Only lines containing the string "Boran" belong in the answer; copy all of them from the entries.

◆ Supplied information ◆

******************************

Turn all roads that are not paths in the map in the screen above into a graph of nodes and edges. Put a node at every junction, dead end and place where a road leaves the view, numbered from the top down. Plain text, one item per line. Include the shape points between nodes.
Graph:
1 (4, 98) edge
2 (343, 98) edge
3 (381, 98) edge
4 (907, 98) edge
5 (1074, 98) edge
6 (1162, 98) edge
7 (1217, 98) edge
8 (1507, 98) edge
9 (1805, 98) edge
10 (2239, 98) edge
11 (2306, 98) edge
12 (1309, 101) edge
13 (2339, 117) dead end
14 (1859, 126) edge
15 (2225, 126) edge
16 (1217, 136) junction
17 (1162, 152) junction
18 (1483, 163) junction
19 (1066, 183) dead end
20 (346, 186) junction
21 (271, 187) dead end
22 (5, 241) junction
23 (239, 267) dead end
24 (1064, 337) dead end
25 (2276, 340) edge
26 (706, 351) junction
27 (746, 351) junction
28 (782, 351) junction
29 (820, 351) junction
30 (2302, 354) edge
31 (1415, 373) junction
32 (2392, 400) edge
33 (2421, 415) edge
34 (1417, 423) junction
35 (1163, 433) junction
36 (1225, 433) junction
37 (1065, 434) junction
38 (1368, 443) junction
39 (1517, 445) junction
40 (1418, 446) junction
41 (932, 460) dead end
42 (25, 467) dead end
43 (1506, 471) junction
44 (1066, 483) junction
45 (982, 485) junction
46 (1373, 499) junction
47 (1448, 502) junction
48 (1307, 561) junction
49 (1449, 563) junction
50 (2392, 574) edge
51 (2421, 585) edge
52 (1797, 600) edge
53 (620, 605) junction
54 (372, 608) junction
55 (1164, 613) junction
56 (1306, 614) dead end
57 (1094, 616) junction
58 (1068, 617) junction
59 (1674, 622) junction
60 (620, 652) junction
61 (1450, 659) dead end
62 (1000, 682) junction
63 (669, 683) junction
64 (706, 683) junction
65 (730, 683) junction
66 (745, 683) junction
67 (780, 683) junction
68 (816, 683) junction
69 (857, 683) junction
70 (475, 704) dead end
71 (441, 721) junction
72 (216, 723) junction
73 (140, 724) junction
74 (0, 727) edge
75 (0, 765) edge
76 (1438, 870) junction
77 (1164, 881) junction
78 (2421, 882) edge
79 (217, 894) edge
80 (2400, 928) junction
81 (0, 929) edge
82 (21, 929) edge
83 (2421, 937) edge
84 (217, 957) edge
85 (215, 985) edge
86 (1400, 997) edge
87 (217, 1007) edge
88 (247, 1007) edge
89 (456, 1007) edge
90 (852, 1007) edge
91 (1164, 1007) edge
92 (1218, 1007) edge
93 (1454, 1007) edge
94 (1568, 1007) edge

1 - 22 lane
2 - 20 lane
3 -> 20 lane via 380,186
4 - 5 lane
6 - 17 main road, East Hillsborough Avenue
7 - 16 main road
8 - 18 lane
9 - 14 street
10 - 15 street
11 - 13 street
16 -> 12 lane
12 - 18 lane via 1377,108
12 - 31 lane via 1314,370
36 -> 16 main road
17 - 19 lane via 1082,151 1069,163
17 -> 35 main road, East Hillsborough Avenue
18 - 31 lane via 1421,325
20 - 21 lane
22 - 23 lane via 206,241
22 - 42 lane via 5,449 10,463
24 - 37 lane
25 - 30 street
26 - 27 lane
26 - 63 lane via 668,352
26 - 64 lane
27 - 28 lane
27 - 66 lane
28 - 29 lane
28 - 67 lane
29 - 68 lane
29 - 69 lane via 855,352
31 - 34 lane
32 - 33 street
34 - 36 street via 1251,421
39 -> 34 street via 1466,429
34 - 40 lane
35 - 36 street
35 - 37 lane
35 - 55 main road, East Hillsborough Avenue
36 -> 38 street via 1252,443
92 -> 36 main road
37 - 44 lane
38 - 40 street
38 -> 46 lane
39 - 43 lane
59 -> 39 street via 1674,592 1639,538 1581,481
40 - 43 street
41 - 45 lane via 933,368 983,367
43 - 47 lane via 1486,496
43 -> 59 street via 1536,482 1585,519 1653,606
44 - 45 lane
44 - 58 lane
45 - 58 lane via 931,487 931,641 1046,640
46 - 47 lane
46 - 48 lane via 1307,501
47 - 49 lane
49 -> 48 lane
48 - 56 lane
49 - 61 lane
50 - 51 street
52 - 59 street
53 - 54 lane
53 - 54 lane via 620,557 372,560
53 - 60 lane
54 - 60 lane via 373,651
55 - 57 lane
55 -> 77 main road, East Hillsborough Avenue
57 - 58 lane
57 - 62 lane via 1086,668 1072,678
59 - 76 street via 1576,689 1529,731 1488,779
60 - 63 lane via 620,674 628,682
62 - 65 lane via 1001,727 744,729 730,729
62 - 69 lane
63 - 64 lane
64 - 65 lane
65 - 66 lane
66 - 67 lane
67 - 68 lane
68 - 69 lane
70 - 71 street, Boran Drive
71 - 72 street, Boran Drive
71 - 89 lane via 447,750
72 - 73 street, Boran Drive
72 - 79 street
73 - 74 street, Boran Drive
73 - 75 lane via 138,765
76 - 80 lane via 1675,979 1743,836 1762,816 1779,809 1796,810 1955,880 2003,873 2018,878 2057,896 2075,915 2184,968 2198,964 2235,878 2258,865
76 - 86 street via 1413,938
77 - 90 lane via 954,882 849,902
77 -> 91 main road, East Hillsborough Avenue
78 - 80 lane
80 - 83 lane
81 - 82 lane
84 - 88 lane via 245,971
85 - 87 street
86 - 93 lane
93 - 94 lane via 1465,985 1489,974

******************************

◆ Exercise output ◆
70 - 71 street, Boran Drive
71 - 72 street, Boran Drive
72 - 73 street, Boran Drive
73 - 74 street, Boran Drive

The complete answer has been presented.